The line between artifice and reality was deliberately blurred throughout the event, which also featured country music by Willie Nelson impersonators, a petting zoo of squealing pigs and a kissing booth manned by a man in a Joker costume, who said he was a “gift from God” with a terrifying grin.
“Half the contestants were lied to about what was happening,” said Pearce with a smirk. “They thought they were wrestling hot girls, but in the end, they had to face a drunk Sasquatch.”
Pearce and Barker cited their families’ conservative Southern roots as the origin of their obsession with low-brow Americana — and their tongue-in-cheek tribute to it.
“Mud wrestling is the sport that America turned its back on,” Barker said. “It’s the symbol of dirty backwoods America.” The pair hoped to bring their worlds together with a lighthearted event that brought to mind the theatrical artifice of WWE matches, the deadpan humor of MTV “Celebrity Deathmatch” and the prankster nature of “Jackass.”
“I’m glad people are doing this because there’s not enough campy culture in L.A.,” said fashion influencer Madeline Pendleton, founder of an online vintage boutique.
While mud wrestling typically involves, as Pearce put it, “dirty old men going to see hot chicks wrestle in mud,” he and Barker said they hoped to avoid the sport’s fetishistic sleaze by flipping the tradition on its head. They were particularly inspired by popular mud wrestling parties they heard happened at the infamous-but-long-shuttered Tropicana Motel in West Hollywood, where rock-‘n’-roll types such as Joan Jett, Tom Waits and Jim Morrison hung out and lived. “That was the last time [mud wrestling] was a special piece of Hollywood cultural history,” Barker said. “We haven’t seen anything like that again.”

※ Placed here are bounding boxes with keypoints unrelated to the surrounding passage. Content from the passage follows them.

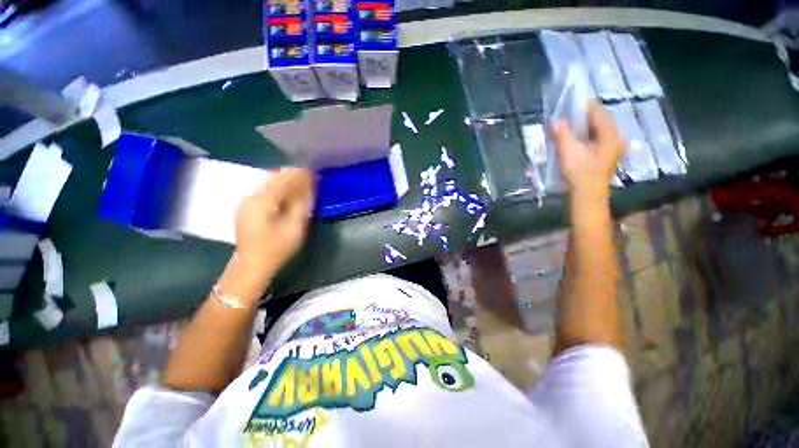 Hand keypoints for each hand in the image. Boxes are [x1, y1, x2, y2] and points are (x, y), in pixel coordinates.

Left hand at [234, 168, 314, 277]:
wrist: (252, 265)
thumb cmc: (276, 249)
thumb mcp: (295, 228)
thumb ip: (302, 205)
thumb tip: (310, 188)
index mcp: (262, 202)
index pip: (283, 180)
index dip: (299, 174)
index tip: (313, 170)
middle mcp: (251, 197)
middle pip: (273, 177)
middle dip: (292, 175)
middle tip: (309, 176)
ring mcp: (246, 201)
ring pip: (268, 182)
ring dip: (285, 180)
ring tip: (301, 183)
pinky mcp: (246, 207)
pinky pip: (264, 190)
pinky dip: (278, 188)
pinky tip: (288, 193)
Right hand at [553, 101, 622, 200]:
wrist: (588, 195)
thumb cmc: (580, 174)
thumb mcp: (569, 152)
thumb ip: (563, 134)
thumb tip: (555, 120)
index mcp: (610, 135)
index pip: (598, 112)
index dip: (584, 105)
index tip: (570, 100)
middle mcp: (615, 138)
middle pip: (598, 120)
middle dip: (582, 116)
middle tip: (566, 114)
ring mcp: (611, 147)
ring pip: (597, 129)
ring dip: (582, 126)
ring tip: (567, 124)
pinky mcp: (605, 154)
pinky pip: (595, 138)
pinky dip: (584, 135)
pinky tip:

Former Tropicana wrestler-turned-porn star Shelley the Burbank Bomber presided over the evening. Other judges included a legendary street performer nicknamed “Gold Man,” while another man named Fernando, known for advertising adult massages on Hollywood Boulevard, paraded around the mud ring with handmade signs with slogans such as: “You can body slam my ass anytime & gimme some.”
By putting this cast of colorful Hollywood Boulevard characters on a judging table next to young Hollywood stars such as Jack Kilmer, Elizabeth Hilfiger and Charlie Wright, the Great American Mud Wrestle event was a celebration of wet, hot American freakiness in all of its forms.
“Those homeless guys I see on the street and interact with every day — those people are my celebrities,” Barker said. “There was no VIP area. The idea is that they’re the same.”
By the end of the night, it appeared that mud was a great equalizer that stripped away all pretension. Splattered in grey slime, everyone looked equally filthy.